The World: Insider's View - Venezuela

Under strict new ad rules, and with the loss of RCTV's licence, Venezuela's media industry is having to find more inventive ways of doing business.

Venezuela's media community will remember last year as the one in which the president Hugo Chavez' government's Law of Social Responsibility was fully implemented.

First enforced in September 2005, the law not only established a maximum time of 15 minutes per programming hour for television advertising, but also set down limits on the amount of foreign-sourced work that could be screened.

According to the new rules, 70 per cent of an ad's content must be produced locally for it to be considered a "national production".

The law demands that "national ads" must make up 85 per cent of total TV advertising, while foreign work is limited to 15 per cent.

With the price of TV advertising rising, revenue is being switched to alternative media. Moreover, with alcohol and tobacco ads forbidden on TV, cable and radio since 2005, media agencies have been compelled to find other options - such as below-the-line, event marketing, the internet and other interactive channels - to reach customers.
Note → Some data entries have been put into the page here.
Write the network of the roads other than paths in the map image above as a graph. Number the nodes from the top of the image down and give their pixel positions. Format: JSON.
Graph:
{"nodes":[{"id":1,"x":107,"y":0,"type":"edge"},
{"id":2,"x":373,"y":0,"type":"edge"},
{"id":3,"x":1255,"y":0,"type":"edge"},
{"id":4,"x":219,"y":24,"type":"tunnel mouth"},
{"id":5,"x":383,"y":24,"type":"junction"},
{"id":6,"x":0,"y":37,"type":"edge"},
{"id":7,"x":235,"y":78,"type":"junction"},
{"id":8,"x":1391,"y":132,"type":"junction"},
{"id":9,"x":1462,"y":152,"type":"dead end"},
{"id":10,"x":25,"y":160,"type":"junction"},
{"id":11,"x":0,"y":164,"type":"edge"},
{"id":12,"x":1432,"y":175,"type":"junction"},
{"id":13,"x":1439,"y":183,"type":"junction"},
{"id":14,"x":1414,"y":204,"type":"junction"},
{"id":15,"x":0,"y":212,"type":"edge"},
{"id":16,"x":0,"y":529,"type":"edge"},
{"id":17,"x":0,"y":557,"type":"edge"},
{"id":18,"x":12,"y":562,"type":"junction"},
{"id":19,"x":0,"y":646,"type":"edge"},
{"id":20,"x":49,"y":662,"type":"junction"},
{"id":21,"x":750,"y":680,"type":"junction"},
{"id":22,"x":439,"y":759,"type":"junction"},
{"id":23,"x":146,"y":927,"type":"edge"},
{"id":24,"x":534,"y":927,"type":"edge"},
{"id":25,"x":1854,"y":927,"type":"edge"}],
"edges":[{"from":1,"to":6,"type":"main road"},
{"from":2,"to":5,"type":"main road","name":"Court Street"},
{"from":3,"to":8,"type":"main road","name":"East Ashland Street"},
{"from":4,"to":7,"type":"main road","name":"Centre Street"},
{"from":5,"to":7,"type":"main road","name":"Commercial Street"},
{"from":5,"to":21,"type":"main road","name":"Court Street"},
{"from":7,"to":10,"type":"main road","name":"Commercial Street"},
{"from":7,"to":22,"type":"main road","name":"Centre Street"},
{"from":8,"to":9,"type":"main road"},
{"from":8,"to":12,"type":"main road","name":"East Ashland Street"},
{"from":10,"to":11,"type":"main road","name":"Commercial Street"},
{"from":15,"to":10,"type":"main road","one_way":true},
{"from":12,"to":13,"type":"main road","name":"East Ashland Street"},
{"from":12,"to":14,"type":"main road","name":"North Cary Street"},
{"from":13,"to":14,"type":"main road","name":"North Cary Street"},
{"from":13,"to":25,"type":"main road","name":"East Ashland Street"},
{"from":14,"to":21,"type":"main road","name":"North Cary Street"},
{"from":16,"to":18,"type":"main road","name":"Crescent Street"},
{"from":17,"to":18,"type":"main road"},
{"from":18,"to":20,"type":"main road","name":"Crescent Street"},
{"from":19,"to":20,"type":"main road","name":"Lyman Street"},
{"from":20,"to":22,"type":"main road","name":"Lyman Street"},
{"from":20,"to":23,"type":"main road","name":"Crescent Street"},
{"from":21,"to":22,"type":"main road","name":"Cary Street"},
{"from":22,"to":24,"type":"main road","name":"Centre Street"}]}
While this might be regarded as the positive aspect of the rule changes, the Government has just set the media business a tough task. In May, it decided not to renew the terrestrial broadcasting licence of RCTV.

RCTV is the country's oldest open-broadcasting station, airing large numbers of soap operas and reality shows. Its frequency has been taken over by TVES (Social Venezuelan TV), a new Government-owned channel. RCTV lives on, but only on cable, while its news programmes are aired on YouTube and on other internet spaces, and are restricted to the few who can afford it.

Yet, although it has lost its broadcast frequency, RCTV stays in touch with its audience by screening its soap operas and staging open-air shows in streets and squares around the country's main cities. This has, at least, provided it with a temporary lease of life, given changes in media-consumption habits take time.

What all this means to Venezuela's $1 billion ad industry remains to be seen. Of that figure, $700 million is invested in traditional media, with 70 per cent of that going on TV, while $300 million goes into promotions, below-the-line and other non-traditional media.

Meanwhile, the Government is increasingly monitoring various private media and is imposing sanctions every time it considers that the Law of Social Responsibility has been broken. This has resulted in fines and even the closure of some offices.

Nonetheless, the media business survives and will continue to do so. Media owners, creative and media agencies have no choice but to do their best to adjust to the new circumstances. They have already demonstrated that they can be extremely creative in searching for new ways of doing business.

- Maigualida Garcia is the managing director of Initiative Caracas.